All Mack snow banded/aberrant HET T_albino & eclipse-(Treat carriers) of Jungle,Striped,Reverse striped,Patternless striped,Tangerine.


----------



## Harrison (Feb 29, 2008)

I'm doing research into Raptors and just wondering something... is it actually possible for a leo to be het RAPTOR? The reason I ask is that I don't understand how this is so but I see het RAPTOR leos for sale everyday. RAPTOR isn't a single genetic trait...


----------



## Ssthisto (Aug 31, 2006)

No, it isn't possible to be "het RAPTOR" - because three of the traits are selectively bred rather than simple on/off genes.

You CAN be "het albino/eclipse".


----------



## Harrison (Feb 29, 2008)

So het RAPTOR is really het albino/eclipse. I've been wondering about that for a while as nearly every classifieds or reputable breeder is always selling het RAPTOR hatchlings. :bash:

So just to check I've understood this correctly. If I mate a supersnow to a RAPTOR, then I will get 100% mack snows that will be heterozygous for albino and eclipse. If I then breed this babies with other leos that are het for albino for example, I'll get some albinos. Actually, if I mate these mack snow het albino/eclipse together, will I get mack albinos then? (some supersnow albinos too...?)


----------



## diz (Mar 19, 2008)

yes i agree harrison there are loads of breeders adverts saying het raptor hatchlings....this is so complicated....so now i have no idea what my choc albino x raptor babies are then


----------



## purpleskyes (Oct 15, 2007)

I have a het raptor what does this mean then?


----------



## MrMike (Jun 28, 2008)

purpleskyes said:


> I have a het raptor what does this mean then?
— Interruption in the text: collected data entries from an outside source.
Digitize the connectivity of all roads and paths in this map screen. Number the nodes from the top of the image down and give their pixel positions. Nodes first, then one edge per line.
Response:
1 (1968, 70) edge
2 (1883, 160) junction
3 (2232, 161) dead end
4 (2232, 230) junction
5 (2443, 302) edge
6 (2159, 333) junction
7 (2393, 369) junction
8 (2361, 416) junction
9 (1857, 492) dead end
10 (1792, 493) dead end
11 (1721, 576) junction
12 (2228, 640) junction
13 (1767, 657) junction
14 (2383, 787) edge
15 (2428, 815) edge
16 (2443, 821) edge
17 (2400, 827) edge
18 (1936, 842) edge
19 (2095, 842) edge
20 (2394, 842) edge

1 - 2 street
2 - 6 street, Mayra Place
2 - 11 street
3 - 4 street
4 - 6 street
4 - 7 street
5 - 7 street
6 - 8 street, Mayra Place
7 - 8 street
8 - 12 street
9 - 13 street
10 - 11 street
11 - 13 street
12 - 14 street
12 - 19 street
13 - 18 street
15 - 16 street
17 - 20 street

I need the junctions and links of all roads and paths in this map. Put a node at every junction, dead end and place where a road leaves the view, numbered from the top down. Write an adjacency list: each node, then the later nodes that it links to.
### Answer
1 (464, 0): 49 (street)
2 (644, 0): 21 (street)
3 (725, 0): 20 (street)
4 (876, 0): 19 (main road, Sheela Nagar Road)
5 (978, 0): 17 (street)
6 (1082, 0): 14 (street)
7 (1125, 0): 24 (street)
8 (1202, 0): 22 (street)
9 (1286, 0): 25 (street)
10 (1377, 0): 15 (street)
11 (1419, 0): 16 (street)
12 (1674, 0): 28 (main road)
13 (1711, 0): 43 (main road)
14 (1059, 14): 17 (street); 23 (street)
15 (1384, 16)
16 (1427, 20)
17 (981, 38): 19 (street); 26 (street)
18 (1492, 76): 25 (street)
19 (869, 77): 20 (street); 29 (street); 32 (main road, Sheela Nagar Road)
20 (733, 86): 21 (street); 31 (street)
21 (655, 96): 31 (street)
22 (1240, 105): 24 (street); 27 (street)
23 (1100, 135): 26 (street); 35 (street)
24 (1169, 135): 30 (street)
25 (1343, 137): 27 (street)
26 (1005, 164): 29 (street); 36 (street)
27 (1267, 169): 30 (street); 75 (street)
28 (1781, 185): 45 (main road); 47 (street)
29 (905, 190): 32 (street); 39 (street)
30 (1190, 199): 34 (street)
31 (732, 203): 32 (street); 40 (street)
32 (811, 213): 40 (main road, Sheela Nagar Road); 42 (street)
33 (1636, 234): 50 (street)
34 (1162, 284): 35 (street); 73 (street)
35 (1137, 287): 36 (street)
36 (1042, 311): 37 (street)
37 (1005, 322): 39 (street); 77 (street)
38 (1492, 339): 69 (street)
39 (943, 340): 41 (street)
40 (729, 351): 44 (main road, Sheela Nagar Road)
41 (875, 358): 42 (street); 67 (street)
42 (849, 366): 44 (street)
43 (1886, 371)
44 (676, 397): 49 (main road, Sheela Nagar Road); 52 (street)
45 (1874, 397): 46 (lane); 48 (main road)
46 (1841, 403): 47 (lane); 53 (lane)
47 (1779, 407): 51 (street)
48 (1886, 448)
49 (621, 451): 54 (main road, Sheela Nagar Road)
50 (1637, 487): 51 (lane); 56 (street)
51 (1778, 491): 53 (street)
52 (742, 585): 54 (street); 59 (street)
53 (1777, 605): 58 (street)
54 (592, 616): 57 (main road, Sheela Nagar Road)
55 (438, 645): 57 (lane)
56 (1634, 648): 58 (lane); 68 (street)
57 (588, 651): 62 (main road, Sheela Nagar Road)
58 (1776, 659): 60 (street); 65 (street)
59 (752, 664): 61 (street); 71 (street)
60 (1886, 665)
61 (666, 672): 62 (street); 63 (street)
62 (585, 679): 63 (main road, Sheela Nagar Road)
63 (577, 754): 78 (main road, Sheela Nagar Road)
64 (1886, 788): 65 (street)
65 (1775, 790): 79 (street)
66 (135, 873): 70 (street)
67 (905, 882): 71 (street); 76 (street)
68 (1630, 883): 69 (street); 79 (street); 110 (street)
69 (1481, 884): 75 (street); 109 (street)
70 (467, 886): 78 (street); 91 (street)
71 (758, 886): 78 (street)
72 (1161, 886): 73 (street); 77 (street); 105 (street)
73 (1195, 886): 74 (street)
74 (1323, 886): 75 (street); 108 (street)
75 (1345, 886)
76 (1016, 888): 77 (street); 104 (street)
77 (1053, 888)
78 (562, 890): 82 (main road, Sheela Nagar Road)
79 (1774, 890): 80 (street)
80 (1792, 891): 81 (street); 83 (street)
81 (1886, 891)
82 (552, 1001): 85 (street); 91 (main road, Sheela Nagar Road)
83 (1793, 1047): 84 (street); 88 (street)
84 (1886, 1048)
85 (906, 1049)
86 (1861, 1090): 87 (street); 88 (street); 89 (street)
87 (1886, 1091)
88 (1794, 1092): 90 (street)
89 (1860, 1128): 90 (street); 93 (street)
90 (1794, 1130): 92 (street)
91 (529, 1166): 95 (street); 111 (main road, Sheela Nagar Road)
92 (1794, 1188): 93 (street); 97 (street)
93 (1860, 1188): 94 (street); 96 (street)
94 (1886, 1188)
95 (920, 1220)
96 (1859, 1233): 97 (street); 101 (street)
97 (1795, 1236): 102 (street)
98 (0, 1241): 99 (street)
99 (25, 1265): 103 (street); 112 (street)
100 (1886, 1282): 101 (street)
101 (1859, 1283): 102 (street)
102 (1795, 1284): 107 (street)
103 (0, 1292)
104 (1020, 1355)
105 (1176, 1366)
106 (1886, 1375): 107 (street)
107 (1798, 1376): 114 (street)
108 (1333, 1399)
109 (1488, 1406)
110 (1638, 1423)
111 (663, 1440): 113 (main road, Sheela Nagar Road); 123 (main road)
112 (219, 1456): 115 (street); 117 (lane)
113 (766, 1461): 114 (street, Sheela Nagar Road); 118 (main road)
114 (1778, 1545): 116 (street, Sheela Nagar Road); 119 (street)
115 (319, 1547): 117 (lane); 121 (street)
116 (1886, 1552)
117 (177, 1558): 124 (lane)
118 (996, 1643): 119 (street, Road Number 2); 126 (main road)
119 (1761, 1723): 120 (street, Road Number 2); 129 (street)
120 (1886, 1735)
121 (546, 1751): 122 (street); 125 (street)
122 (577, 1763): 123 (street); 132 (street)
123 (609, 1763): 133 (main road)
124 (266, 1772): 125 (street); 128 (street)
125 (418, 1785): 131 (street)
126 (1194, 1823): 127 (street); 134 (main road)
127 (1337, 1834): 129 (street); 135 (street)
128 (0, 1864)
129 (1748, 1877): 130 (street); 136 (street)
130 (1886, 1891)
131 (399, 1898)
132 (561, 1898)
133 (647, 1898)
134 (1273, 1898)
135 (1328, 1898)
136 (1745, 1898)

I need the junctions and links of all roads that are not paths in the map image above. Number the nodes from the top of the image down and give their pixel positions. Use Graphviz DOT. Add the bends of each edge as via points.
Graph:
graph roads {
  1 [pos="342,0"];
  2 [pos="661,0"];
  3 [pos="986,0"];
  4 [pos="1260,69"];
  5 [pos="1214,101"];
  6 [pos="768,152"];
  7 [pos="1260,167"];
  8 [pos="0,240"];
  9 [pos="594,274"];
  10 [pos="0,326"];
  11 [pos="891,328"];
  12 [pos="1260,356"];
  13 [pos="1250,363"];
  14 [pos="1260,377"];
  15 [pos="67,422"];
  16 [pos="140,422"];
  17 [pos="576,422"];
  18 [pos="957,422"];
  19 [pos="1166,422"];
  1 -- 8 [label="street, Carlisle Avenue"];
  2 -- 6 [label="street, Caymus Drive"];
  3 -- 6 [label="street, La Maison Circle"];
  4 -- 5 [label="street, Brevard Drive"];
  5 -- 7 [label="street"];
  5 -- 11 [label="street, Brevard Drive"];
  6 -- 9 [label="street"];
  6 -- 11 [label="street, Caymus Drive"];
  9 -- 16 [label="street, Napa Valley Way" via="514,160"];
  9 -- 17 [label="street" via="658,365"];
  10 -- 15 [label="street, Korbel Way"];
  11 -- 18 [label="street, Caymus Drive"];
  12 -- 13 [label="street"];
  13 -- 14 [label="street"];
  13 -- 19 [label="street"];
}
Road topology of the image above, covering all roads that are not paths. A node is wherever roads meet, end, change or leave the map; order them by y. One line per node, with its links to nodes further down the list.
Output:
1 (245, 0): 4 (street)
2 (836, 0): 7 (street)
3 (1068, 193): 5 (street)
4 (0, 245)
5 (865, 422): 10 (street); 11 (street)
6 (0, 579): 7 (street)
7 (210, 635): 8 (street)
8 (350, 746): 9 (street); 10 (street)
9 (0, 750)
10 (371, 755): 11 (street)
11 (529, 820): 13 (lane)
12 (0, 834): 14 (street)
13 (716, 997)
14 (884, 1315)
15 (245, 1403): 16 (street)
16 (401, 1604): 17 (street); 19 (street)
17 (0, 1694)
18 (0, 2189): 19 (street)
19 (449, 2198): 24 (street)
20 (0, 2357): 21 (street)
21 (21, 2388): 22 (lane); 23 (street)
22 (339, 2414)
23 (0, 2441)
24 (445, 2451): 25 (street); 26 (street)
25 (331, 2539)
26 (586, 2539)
het for Tremper albino and eclipse (I believe)


----------



## diz (Mar 19, 2008)

purpleskyes said:


> I have a het raptor what does this mean then?


 
well thats what i though i had from an albino x raptor, they just look like albino babies but i assumed they would be het raptor, although i expect its because a R.A.P.T.OR, is all the traits that the letters stand for


----------



## Ssthisto (Aug 31, 2006)

Problem is that the Patternless Reverse Stripe is selectively bred, as is the Orange (Tangerine). If they don't SHOW those traits in some respect, they just haven't gotten the combination they need in order to pass it on.

Crossing a Super Snow to a RAPTOR will produce inferior, yellow-stained Mack snows het for Albino and Eclipse; they may show aberrant patterning.


----------



## Harrison (Feb 29, 2008)

So here is the next question...

There is no such thing as het RAPTOR although there is het albino/eclipse. Obviously it is possible to create a RAPTOR from scratch in a complicated way as the first RAPTORs were created... but what do you get if you breed two RAPTORs together? Do you get RAPTORs?

I'm assuming you do as you will be continuing the line-breed traits that made them raptors in the first place and the recessive (albino etc) traits will obviously show up.


----------



## Ssthisto (Aug 31, 2006)

You're guaranteed to get Eclipse Albinos.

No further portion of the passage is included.